After decades of obliterating the competition, the most dominant team in women’s college basketball has found itself in an uncharacteristically long title drought. With 11 national championship banners hanging in Storrs, Conn., titles are an expectation rather than an aspiration. Five years without one (even though in 2020, the N.C.A.A. basketball tournaments were canceled because of the coronavirus pandemic) only heightens the already enormous pressure on freshman Azzi Fudd and sophomore point guard Paige Bueckers, friends who happen to be among the most hyped women’s college basketball recruits in recent memory.
Bueckers was the first freshman to win the women’s John R. Wooden Award last year after averaging 20 points, 5 rebounds and 6 assists per game, earning her now-copyrighted moniker, Paige Buckets. Fudd enters N.C.A.A. competition with endorsements from professionals like Elena Delle Donne and Stephen Curry. But tearing anterior cruciate and medial collateral ligaments kept Fudd from padding her high school shooting statistics, as did canceled games and seasons during the coronavirus pandemic — all only increasing anticipation among fans eager to see her play for the venerable Huskies.

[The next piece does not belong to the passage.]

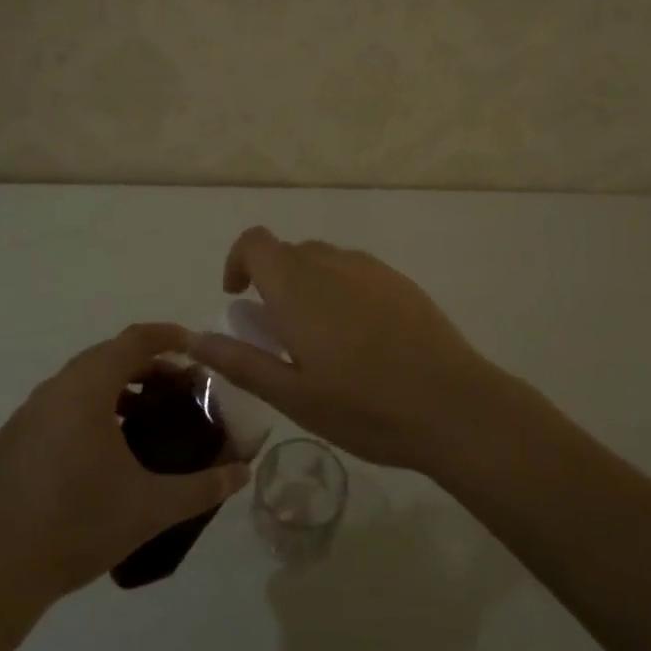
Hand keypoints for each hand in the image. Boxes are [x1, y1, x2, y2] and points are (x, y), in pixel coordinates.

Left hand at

Together, alongside veterans like Olivia Nelson-Ododa, Evina Westbrook and Christyn Williams as well as the all-Big Ten transfer Dorka Juhász from Ohio State, Fudd and Bueckers are expected to be nothing less than unstoppable. “Are they aware that this is UConn women’s basketball and that the object is to win four games in March?” Auriemma told reporters before the season. “Because if they’re just going to be content to be good and not think long term, then I think we’ll come up short.”